# Requirement
In the listing below, how many lines contain the word "Vincenzo"? Please respond with the number only.
Extracted records section start
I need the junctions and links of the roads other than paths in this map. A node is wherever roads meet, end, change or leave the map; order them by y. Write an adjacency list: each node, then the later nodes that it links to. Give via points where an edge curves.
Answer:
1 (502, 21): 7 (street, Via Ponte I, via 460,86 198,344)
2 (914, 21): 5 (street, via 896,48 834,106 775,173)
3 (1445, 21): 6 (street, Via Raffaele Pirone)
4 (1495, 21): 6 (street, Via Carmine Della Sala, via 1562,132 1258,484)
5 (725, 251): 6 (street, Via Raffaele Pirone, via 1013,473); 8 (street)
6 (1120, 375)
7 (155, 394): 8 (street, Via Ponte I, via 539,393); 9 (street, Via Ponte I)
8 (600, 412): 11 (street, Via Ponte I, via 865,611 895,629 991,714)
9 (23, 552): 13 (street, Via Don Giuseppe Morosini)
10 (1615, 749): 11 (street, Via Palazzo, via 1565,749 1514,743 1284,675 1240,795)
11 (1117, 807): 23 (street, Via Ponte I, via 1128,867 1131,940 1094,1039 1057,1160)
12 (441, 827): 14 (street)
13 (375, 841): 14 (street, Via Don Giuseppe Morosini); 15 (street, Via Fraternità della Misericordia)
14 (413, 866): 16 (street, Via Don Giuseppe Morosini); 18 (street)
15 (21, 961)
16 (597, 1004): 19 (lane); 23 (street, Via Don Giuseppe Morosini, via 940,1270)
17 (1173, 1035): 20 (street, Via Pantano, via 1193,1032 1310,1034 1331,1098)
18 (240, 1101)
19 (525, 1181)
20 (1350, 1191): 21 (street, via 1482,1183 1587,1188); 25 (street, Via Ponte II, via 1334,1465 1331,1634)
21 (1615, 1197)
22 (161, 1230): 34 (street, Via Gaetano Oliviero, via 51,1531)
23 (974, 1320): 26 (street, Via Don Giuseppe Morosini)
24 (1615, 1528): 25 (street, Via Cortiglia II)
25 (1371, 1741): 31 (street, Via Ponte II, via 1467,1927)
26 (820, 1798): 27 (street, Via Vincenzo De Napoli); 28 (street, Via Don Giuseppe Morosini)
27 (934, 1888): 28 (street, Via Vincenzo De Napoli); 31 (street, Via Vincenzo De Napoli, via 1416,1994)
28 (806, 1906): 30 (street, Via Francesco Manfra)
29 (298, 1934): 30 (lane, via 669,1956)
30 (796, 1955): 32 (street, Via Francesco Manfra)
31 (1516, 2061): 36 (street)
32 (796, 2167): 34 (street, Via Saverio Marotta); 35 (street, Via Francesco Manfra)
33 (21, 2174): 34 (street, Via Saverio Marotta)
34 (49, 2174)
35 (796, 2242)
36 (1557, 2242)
Extracted records section end
# Exercise result
2